Never tested that out...lol! You'd have to do some searching to see what others have been able to get away with. Personally, I've never worked with a board that increases the vcore in percentages.
Let's look at this using some basic math skills. 100% of anything is that same as multiplying by 1. If you have a total of $100, 100% of that total would still be $100, correct? If you have 5% of that $100 total, you'd have $5...are you following me? Another way to write 5% would be 0.05, so $100 x 0.05 = $5. OK, if you were to increase your $100 total by 5%, how much would you have? You'd have $100 + $5 = $105. Another way of putting it would be $100 x 105%...which is the same as $100 x 1.05...is this making sense?Now let's apply that to your vcore. Let's say your CPUs default vcore is 1.65v...if you increase it by 5%, you'd have 1.65v x 105% or 1.65v x 1.05 = 1.7325v.
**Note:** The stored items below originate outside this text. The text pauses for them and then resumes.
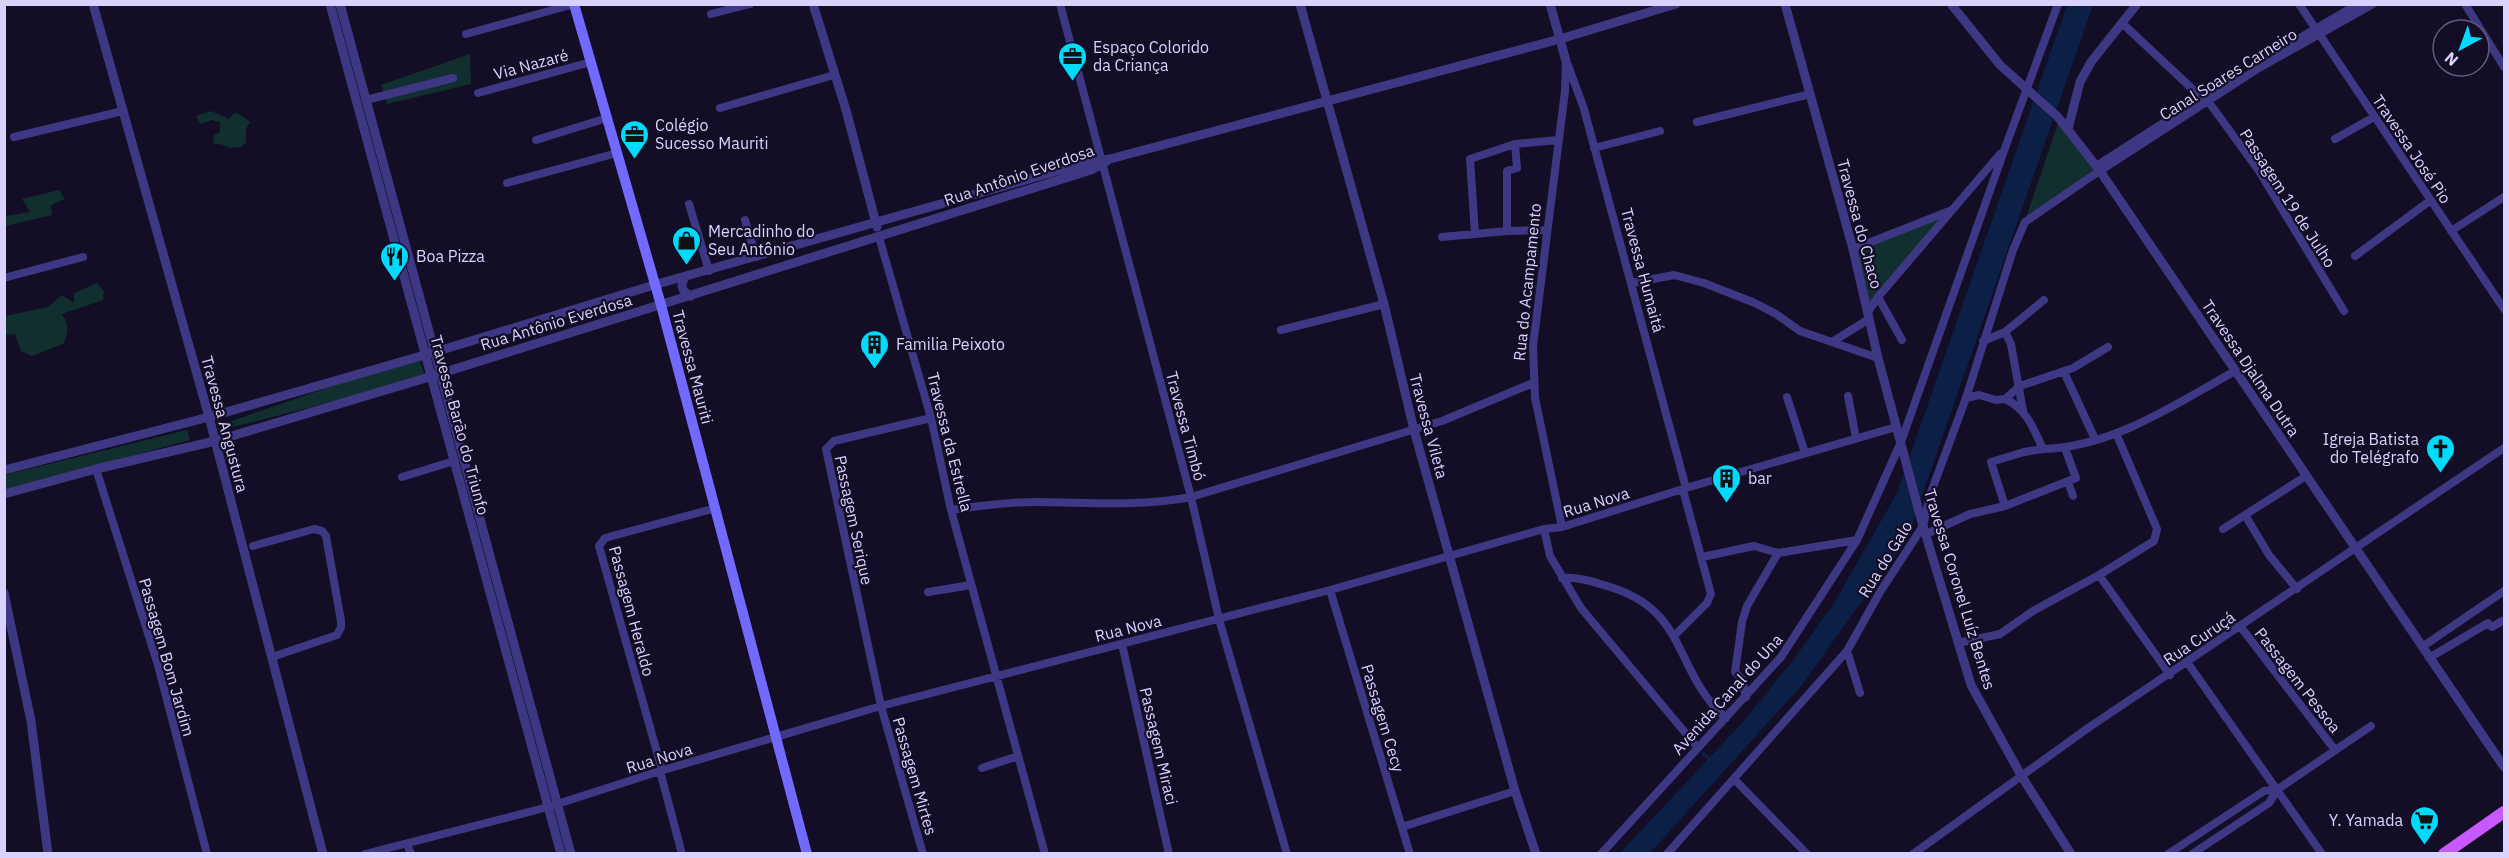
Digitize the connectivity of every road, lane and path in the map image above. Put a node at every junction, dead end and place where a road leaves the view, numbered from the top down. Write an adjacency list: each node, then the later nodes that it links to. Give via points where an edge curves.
1 (93, 4): 36 (street, Travessa Angustura)
2 (330, 4): 38 (street, Travessa Barão do Triunfo)
3 (340, 4): 33 (street, Travessa Barão do Triunfo)
4 (574, 4): 22 (street); 25 (main road, Travessa Mauriti)
5 (750, 4): 19 (street)
6 (813, 4): 27 (street, Travessa da Estrella)
7 (1060, 4): 51 (street, Travessa Timbó)
8 (1300, 4): 34 (street, Travessa Vileta)
9 (1550, 4): 23 (street)
10 (1676, 4): 23 (street, Rua Antônio Everdosa)
11 (1785, 4): 31 (street, Travessa do Chaco)
12 (1951, 4): 29 (street, Travessa Djalma Dutra, via 1986,50)
13 (2058, 4): 29 (street)
14 (2137, 4): 20 (street)
15 (2299, 4): 21 (street, Travessa José Pio)
16 (2358, 4): 21 (street, Canal Soares Carneiro)
17 (2373, 4): 21 (street, Canal Soares Carneiro)
18 (2465, 4): 26 (street)
19 (711, 14)
20 (2122, 23): 32 (street, Passagem 19 de Julho); 41 (street, via 2080,82)
21 (2316, 31): 32 (street, Canal Soares Carneiro); 37 (street, Travessa José Pio)
22 (466, 34)
23 (1560, 39): 24 (street, Rua do Acampamento); 34 (street, Rua Antônio Everdosa)
24 (1566, 61): 46 (street, Rua do Acampamento); 48 (street, Travessa Humaitá)
25 (591, 62): 30 (street, Via Nazaré); 39 (main road, Travessa Mauriti)
26 (2505, 66)
27 (834, 75): 35 (street); 61 (street, Travessa da Estrella)
28 (453, 78): 33 (street)
29 (2028, 92): 41 (street, Travessa Djalma Dutra); 49 (street)
30 (478, 93)
31 (1810, 94): 40 (street); 68 (street, Travessa do Chaco)
32 (2205, 99): 52 (street, Canal Soares Carneiro); 83 (street, Passagem 19 de Julho, via 2259,171)
33 (366, 100): 38 (street, Travessa Barão do Triunfo)
34 (1326, 101): 51 (street, Rua Antônio Everdosa); 80 (street, Travessa Vileta)
35 (720, 108)
36 (123, 111): 43 (street); 105 (street, Travessa Angustura)
37 (2374, 117): 44 (street); 55 (street, Travessa José Pio)
38 (366, 118): 57 (street, Travessa Barão do Triunfo)
39 (607, 118): 45 (street); 50 (main road, Travessa Mauriti)
40 (1697, 122)
41 (2068, 129): 52 (street, Travessa Djalma Dutra)
42 (1660, 131): 48 (street)
43 (14, 137)
44 (2335, 138)
45 (536, 140)
46 (1558, 140): 47 (street); 62 (street, Rua do Acampamento)
47 (1515, 144): 63 (street, via 1517,168 1507,171); 65 (street, via 1470,159)
48 (1594, 148): 75 (street, Travessa Humaitá)
49 (2005, 148): 58 (street); 113 (street)
50 (617, 153): 53 (street); 76 (main road, Travessa Mauriti)
51 (1105, 161): 61 (street, Rua Antônio Everdosa); 66 (street, Rua Antônio Everdosa); 128 (street, Travessa Timbó)
52 (2098, 169): 60 (street, Canal Soares Carneiro); 94 (street, Travessa Djalma Dutra)
53 (507, 183)
54 (2505, 197): 64 (street)
55 (2431, 200): 64 (street, Travessa José Pio); 69 (street)
56 (689, 204): 72 (street)
57 (390, 208): 91 (street, Travessa Barão do Triunfo); 92 (street, Travessa Barão do Triunfo)
58 (1953, 210): 68 (street); 78 (street)
59 (745, 220): 71 (street)
60 (2025, 222): 89 (street, Rua do Galo)
61 (877, 223): 66 (street, Travessa da Estrella); 71 (street, Rua Antônio Everdosa)
62 (1548, 230): 63 (street); 98 (street, Rua do Acampamento, via 1534,325)
63 (1507, 231): 65 (street)
64 (2451, 231): 82 (street, Travessa José Pio)
65 (1475, 234): 67 (street)
66 (879, 237): 77 (street, Rua Antônio Everdosa); 106 (street, Travessa da Estrella)
67 (1443, 237)
68 (1853, 249): 84 (street, Travessa do Chaco)
69 (2355, 256)
70 (83, 257): 74 (street)
71 (756, 257): 72 (street, Rua Antônio Everdosa)
72 (709, 271): 73 (street, Rua Antônio Everdosa)
73 (686, 277): 76 (street, Rua Antônio Everdosa); 77 (street, via 682,288)
74 (4, 278)
75 (1632, 283): 88 (street, via 1674,275 1697,281 1755,303 1800,331); 125 (street, Travessa Humaitá)
76 (654, 285): 81 (main road, Travessa Mauriti); 91 (street, Rua Antônio Everdosa)
77 (690, 296): 81 (street, Rua Antônio Everdosa)
78 (1878, 297): 84 (street); 87 (street)
79 (2044, 300): 86 (street)
80 (1383, 304): 85 (street); 108 (street, Travessa Vileta)
81 (661, 305): 96 (street, Rua Antônio Everdosa); 130 (main road, Travessa Mauriti)
82 (2505, 309)
83 (2344, 311)
84 (1868, 315): 88 (street); 93 (street, Travessa do Chaco)
85 (1281, 330)
86 (2005, 332): 89 (street); 99 (street, via 2012,344)
87 (1902, 340)
88 (1832, 342): 93 (street)
89 (1983, 342): 102 (street, Rua do Galo)
90 (2108, 347): 95 (street)
91 (435, 352): 92 (street, Rua Antônio Everdosa); 96 (street, Travessa Barão do Triunfo)
92 (425, 354): 97 (street, Travessa Barão do Triunfo); 105 (street, Rua Antônio Everdosa)
93 (1878, 358): 107 (street, Travessa do Chaco)
94 (2235, 371): 109 (street); 122 (street, Travessa Djalma Dutra)
95 (2064, 372): 99 (street); 111 (street)
96 (441, 374): 97 (street, Rua Antônio Everdosa); 144 (street, Travessa Barão do Triunfo)
97 (431, 377): 112 (street, Rua Antônio Everdosa); 119 (street, Travessa Barão do Triunfo)
98 (1533, 383): 108 (street); 134 (street, Rua do Acampamento)
99 (2020, 386): 103 (street); 104 (street)
100 (1848, 396): 110 (street)
101 (1787, 397): 117 (street)
102 (1966, 398): 103 (street, via 1979,395); 133 (street, Rua do Galo, via 1930,495)
103 (2005, 399): 104 (street)
104 (2023, 411): 116 (street)
105 (209, 417): 112 (street, Travessa Angustura); 121 (street, Rua Antônio Everdosa)
106 (931, 418): 131 (street, Travessa da Estrella); 167 (street, Passagem Serique, via 834,441 826,449)
107 (1896, 427): 110 (street, Rua Nova); 113 (street, Travessa do Chaco)
108 (1414, 430): 128 (street); 142 (street, Travessa Vileta)
109 (2116, 433): 111 (street); 143 (street, via 2157,529 2150,545)
110 (1856, 438): 117 (street, Rua Nova)
111 (2095, 439): 114 (street)
112 (215, 441): 120 (street, Rua Antônio Everdosa); 160 (street, Travessa Angustura)
113 (1901, 442): 118 (street, Travessa do Chaco); 137 (street, Avenida Canal do Una)
114 (2065, 448): 116 (street); 124 (street, via 2076,478)
115 (2505, 448): 139 (street, Rua Curuçá)
116 (2043, 449): 129 (street, via 1991,462)
117 (1805, 453): 125 (street, Rua Nova)
118 (1903, 453): 133 (street, Travessa Coronel Luíz Bentes)
119 (454, 461): 123 (street); 144 (street, Travessa Barão do Triunfo)
120 (96, 469): 126 (street, Rua Antônio Everdosa); 186 (street, Passagem Bom Jardim, via 158,665)
121 (4, 470)
122 (2307, 476): 132 (street); 139 (street, Travessa Djalma Dutra)
123 (402, 477)
124 (2068, 482): 127 (street); 129 (street)
125 (1684, 489): 134 (street, Rua Nova); 141 (street, Travessa Humaitá)
126 (4, 495)
127 (2073, 496)
128 (1191, 497): 131 (street, via 1123,505 1016,503); 152 (street, Travessa Timbó)
129 (2005, 506): 133 (street)
130 (716, 508): 170 (main road, Travessa Mauriti); 176 (street, Passagem Heraldo, via 605,538 599,546)
131 (951, 510): 146 (street, Travessa da Estrella)
132 (2245, 515): 136 (street); 147 (street, via 2269,555)
133 (1924, 526): 156 (street, Travessa Coronel Luíz Bentes); 159 (street, Rua do Galo)
134 (1562, 527): 135 (street, Rua Nova)
135 (1544, 529): 142 (street, Rua Nova); 145 (street, via 1550,556)
136 (2223, 529)
137 (1857, 540): 140 (street); 166 (street, Avenida Canal do Una, via 1785,652)
138 (253, 546): 160 (street, via 314,529 326,536 341,627 337,635)
139 (2356, 549): 147 (street, Rua Curuçá); 158 (street, Travessa Djalma Dutra)
140 (1778, 553): 141 (street, via 1754,546); 166 (street, via 1742,622 1736,672)
141 (1702, 557): 155 (street, Travessa Humaitá, via 1710,599)
142 (1449, 558): 148 (street, Rua Nova); 180 (street, Travessa Vileta)
143 (2099, 575): 156 (street, via 2033,610 2000,634); 164 (street)
144 (491, 576): 181 (street, Travessa Barão do Triunfo)
145 (1562, 578): 155 (street, via 1578,577 1629,593 1656,612); 171 (street, via 1610,644)
146 (971, 585): 150 (street); 163 (street, Travessa da Estrella)
147 (2297, 589): 154 (street, Rua Curuçá)
148 (1330, 590): 152 (street, Rua Nova); 183 (street, Passagem Cecy)
149 (2505, 591): 158 (street)
150 (928, 592)
151 (4, 593): 185 (street, via 31,721)
152 (1219, 619): 157 (street, Rua Nova); 197 (street, Travessa Timbó)
153 (2502, 621): 161 (street, via 2492,627 2488,623)
154 (2240, 626): 162 (street, Rua Curuçá); 172 (street, Passagem Pessoa)
155 (1675, 635): 168 (street, via 1707,699)
156 (1958, 643): 177 (street, Travessa Coronel Luíz Bentes, via 1971,685)
157 (1122, 644): 163 (street, Rua Nova); 196 (street, Passagem Miraci)
158 (2422, 647): 161 (street, Travessa Djalma Dutra)
159 (1846, 651): 165 (street); 178 (street, Rua do Galo)
160 (272, 657): 187 (street, Travessa Angustura)
161 (2430, 658): 174 (street, Travessa Djalma Dutra)
162 (2187, 662): 164 (street, Rua Curuçá); 179 (street)
163 (996, 675): 167 (street, Rua Nova); 173 (street, Travessa da Estrella)
164 (2170, 675): 177 (street, Rua Curuçá)
165 (1860, 693)
166 (1746, 697): 168 (street, Avenida Canal do Una)
167 (881, 706): 170 (street, Rua Nova); 194 (street, Passagem Mirtes)
168 (1726, 718): 171 (street, Avenida Canal do Una)
169 (2371, 726): 172 (street)
170 (776, 738): 176 (street, Rua Nova); 193 (main road, Travessa Mauriti)
171 (1698, 748): 200 (street, Avenida Canal do Una)
172 (2335, 750): 179 (street)
173 (1018, 756): 175 (street); 195 (street, Travessa da Estrella)
174 (2505, 767)
175 (982, 768)
176 (661, 770): 181 (street, Rua Nova); 192 (street)
177 (2022, 777): 203 (street, Rua Curuçá); 204 (street, Travessa Coronel Luíz Bentes)
178 (1734, 779): 201 (street, Rua do Galo); 202 (street)
179 (2278, 789): 205 (street, via 2264,790); 206 (street, via 2269,803); 207 (street)
180 (1515, 790): 183 (street); 199 (street, Travessa Vileta)
181 (553, 805): 184 (street, Rua Nova); 190 (street, Travessa Barão do Triunfo); 191 (street, Travessa Barão do Triunfo)
182 (2505, 812): 208 (main road)
183 (1402, 827): 198 (street, Passagem Cecy)
184 (407, 844): 188 (street, Rua Nova); 189 (street)
185 (48, 854)
186 (207, 854)
187 (323, 854)
188 (365, 854)
189 (411, 854)
190 (561, 854)
191 (571, 854)
192 (682, 854)
193 (807, 854)
194 (923, 854)
195 (1045, 854)
196 (1170, 854)
197 (1287, 854)
198 (1410, 854)
199 (1536, 854)
200 (1601, 854)
201 (1667, 854)
202 (1807, 854)
203 (1913, 854)
204 (2071, 854)
205 (2168, 854)
206 (2192, 854)
207 (2322, 854)
208 (2444, 854)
If you went with a 10% increase, you'd have 1.65v x 1.10 = 1.815v.

sorry, did I confuse you? LOL. Use the following to arrive at the new vcore value
5% increase = default vcore x 1.05
10% increase = default vcore x 1.10
15% increase = default vcore x 1.15
20% increase = default vcore x 1.20
As to what voltage will actually fry your CPU, it's hard to say. I've seen reports of people raising the Tbred vcore as high as 2.0 - 2.2v
So working in reverse & using 1.65v as the default & 2.2v as your max:
2.2v/1.65v = 1.3333, so 2.2v is 33.33% increase over the default

The 10% rule is pretty save. 10-15% you'd better have good cooling. Over 15%, take your chance to upgrade CPU prematurely.